HOT NOVEL UPDATES

Secrets of the Silent Witch - Volume 4.5 - Chapter 3




Hint: To Play after pausing the player, use this button

  INTERMISSION  

The Power to Oppose Injustice

Dust and sand whirled and whipped in front of Glenn. Beyond it he saw a fire dragon, covered in reddish-brown scales. By his estimate, the creature was a little bigger than a bull. While this type of dragon was considered lesser, that didn’t mean he could be careless. One swipe of its claws could easily prove fatal.

And as its name implied, it could breathe fire.

“Snap out of it, Glenn.”

Something poked his cold, sweat-covered back—it was the staff of his master, Louis Miller. As part of his combat training, Glenn had joined the Barrier Mage on a mission to slay this very beast.

Before becoming one of the Seven Sages, Louis had been the leader of the Magic Corps.

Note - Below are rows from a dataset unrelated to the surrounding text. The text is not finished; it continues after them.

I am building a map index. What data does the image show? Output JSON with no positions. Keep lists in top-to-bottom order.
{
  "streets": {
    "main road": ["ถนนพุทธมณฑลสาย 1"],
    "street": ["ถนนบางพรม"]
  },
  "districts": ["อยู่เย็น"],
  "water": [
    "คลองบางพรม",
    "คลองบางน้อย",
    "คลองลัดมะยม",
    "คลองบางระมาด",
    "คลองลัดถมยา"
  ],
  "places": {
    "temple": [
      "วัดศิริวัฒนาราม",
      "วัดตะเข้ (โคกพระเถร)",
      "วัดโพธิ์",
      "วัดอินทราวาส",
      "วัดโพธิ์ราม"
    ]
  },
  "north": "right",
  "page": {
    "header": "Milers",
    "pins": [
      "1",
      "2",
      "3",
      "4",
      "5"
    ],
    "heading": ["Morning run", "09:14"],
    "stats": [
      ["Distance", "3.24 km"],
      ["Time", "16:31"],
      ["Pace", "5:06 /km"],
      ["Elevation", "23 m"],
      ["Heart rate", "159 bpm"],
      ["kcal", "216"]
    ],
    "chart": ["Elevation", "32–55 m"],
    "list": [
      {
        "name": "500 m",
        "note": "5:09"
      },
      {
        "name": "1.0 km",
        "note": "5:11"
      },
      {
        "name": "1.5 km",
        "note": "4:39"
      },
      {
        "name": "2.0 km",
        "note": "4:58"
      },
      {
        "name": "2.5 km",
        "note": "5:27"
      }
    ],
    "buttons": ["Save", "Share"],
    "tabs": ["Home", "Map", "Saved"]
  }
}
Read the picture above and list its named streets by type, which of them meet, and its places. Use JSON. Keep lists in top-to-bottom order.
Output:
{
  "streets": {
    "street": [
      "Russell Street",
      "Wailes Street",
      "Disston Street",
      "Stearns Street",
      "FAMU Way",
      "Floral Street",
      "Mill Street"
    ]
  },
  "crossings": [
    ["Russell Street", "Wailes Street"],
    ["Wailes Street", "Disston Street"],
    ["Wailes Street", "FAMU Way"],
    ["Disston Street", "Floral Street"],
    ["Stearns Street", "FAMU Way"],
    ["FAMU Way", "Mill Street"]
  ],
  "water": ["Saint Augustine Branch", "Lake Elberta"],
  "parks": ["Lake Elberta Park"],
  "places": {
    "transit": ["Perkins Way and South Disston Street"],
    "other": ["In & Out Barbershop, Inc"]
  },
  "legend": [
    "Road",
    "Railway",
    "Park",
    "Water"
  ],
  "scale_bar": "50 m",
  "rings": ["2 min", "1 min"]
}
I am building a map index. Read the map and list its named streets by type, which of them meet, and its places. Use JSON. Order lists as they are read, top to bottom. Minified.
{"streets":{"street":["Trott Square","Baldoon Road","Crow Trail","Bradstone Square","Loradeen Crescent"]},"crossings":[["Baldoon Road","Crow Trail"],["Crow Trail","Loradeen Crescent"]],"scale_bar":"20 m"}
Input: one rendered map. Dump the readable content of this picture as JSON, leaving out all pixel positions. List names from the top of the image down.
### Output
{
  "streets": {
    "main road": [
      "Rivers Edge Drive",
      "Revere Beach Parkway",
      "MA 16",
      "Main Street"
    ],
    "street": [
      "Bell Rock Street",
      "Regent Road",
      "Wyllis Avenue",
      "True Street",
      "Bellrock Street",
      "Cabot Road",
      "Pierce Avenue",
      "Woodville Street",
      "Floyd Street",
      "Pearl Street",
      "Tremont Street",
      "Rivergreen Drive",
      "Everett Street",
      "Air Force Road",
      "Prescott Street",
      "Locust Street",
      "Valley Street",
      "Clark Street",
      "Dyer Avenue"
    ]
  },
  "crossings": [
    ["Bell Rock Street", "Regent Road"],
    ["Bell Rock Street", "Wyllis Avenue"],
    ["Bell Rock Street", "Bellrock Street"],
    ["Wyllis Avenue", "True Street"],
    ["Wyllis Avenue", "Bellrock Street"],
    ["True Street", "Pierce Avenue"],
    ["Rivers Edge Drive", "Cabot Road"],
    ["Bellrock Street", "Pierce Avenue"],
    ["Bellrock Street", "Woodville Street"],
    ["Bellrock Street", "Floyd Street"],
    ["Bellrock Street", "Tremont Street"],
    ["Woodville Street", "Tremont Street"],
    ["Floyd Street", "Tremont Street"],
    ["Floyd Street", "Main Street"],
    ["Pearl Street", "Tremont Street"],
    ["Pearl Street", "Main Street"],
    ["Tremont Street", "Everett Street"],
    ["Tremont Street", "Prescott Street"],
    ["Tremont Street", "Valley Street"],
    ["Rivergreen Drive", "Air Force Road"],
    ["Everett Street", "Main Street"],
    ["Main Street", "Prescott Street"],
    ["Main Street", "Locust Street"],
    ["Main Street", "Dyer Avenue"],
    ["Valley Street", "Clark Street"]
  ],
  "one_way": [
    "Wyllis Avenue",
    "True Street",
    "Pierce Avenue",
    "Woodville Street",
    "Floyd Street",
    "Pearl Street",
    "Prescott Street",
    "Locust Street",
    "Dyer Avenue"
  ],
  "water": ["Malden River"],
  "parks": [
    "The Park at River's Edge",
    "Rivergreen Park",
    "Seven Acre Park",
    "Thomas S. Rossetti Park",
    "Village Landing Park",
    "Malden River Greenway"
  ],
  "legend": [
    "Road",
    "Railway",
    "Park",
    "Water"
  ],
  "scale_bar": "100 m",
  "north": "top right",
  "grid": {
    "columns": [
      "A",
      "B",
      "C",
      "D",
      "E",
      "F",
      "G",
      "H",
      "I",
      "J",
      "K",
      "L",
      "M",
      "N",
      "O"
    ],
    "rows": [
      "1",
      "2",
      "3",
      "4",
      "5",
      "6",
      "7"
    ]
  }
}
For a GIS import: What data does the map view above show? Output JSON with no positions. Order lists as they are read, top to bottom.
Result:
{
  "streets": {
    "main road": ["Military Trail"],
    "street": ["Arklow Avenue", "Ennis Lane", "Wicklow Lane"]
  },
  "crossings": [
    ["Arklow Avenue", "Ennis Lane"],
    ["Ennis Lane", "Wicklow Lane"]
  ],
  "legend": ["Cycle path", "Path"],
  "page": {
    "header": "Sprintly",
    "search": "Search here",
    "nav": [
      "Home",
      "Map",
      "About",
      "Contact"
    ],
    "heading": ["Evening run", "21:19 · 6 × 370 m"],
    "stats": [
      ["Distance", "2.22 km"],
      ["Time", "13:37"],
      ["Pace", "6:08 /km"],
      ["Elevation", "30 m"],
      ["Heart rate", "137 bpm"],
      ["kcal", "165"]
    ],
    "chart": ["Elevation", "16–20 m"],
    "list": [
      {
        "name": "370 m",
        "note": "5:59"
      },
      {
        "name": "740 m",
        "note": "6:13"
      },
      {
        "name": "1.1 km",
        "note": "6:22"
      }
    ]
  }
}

He was one of the top-five dragon slayers in the kingdom. A fire dragon or two were easy prey for a man like him.

Glenn was just an apprentice, however, only fifteen years of age. A fire dragon was too much for him to handle—on his own, at least.

But reality, like his master, was cruel.

“Start chanting already. Or do you plan to charge the dragon unarmed? Because if so, I can simply throw you at it.”

The man’s tone made this sound like a joke, but Glenn knew his master would do it. Frantically, he began to chant a spell. Unfortunately, his nerves tied his tongue into knots, preventing him from reciting the words properly.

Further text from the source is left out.